Yesterday I did text her before going to gym saying 'I am going to go kill it at the gym today, sorry we couldn't see eye to eye on things'

There hasn't been a reply. But today morning she removed me from Facebook as a friend and put it such a way that I can only message her.

So is this also a big shit test? Or is this her trying to get a rise out of me where I act like a beta chump and start asking her why she removed me and why is she not comeback? Lol, she knows I am not going to do that.

I do not get it why she is acting so pissed off and shitty. She was really caring and fine till that sex argument happened last Friday. And even then we still ended up having sex. I never forced her, I just argued with her why she was leaving when we were just getting warmed up and she finally agreed for 15 minutes more which I maintained.

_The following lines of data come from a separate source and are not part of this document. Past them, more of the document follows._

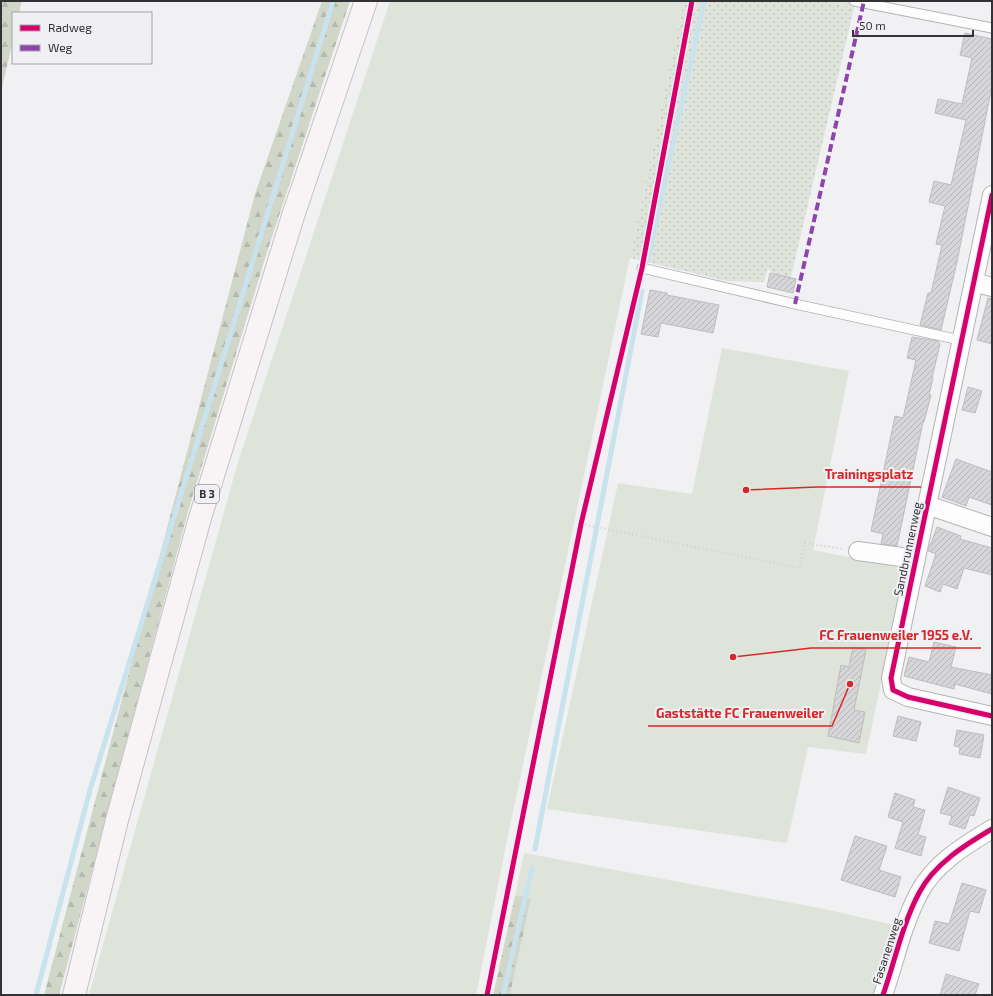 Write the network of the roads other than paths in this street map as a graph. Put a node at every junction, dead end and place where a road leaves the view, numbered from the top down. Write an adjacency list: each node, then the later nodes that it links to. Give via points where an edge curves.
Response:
1 (366, 1): 15 (main road, B 3, via 293,216 200,518 117,820)
2 (854, 1): 3 (lane)
3 (992, 28)
4 (992, 195): 6 (street, Sandbrunnenweg)
5 (642, 268): 8 (lane)
6 (974, 282): 7 (street); 8 (street, Sandbrunnenweg)
7 (992, 287)
8 (960, 340): 9 (street, Sandbrunnenweg)
9 (927, 505): 10 (street); 12 (street, Sandbrunnenweg)
10 (992, 527)
11 (858, 551): 12 (street, Sandbrunnenweg)
12 (916, 559): 13 (street, Sandbrunnenweg, via 891,678 893,690 908,697)
13 (992, 716)
14 (992, 829): 16 (street, Fasanenweg, via 968,843 941,865 919,893 903,931)
15 (74, 995)
16 (883, 995)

I do not understand what is up with her. It does not make sense for her to be so fucking mad or display such kind of bitchy behavior. The whole last month she was wonderful. She loved that time with us. She was really into workout and it was a big goal for her. She used to keep mentioning it and act all lovey dovey. And then we had plans to do a lot of stuff together in near future. She had even agreed to have threesomes (MFF) with me. One push for 15 more mins for her to stay that included sex and she wants to take action to remove me from her life? Did that last text piss her off even more? Lol.
Facebook was the only connection I had to her life by which I could know in general what she was up to.

I can do the dont give a shit about her and do other stuff but Ill keep thinking about her because 1. I have no idea why she is acting like this. 2. Last time when we broke off, she didnt remove me from FB and when we she got back with me again, she had confided in me that she thought about me and had missed me. So I know even after removing me from FB, she'll think about me. I just do not know what she wants. 3. Ill keep thinking about her because time spent with her was good. It was unlike the other girls and connection was deep.

I might be putting her on a pedestal but only because of the reasons mentioned above.

Not within two days of her leaving, I banged twice a 25 year old Colombian 8, who I pulled from SA. I mentioned about her in the SA thread. She wants to meet me today. The Colombian 8 is 10 years younger, feminine, chilled out and hot. But the mental connection is just not there. Plus its an SA girl, there will always be a catch.

Is it oneitis even if I am relentlessly pursuing and fucking other girls?

For me its not the getting this woman out of my system part. Its the 'why' part. Even if I go by Emotions and not Logic, as how girls usually behave, her behavior to me emotionally doesn't make sense. Why throw away such a good thing?

What should I do now? Dont give a damn and go silent and wait a month before I contact her again or text her that I am disappointed in her behavior. I hate leaving things like this. I like people to respond or at least get a rise out of them so that they show what they are thinking.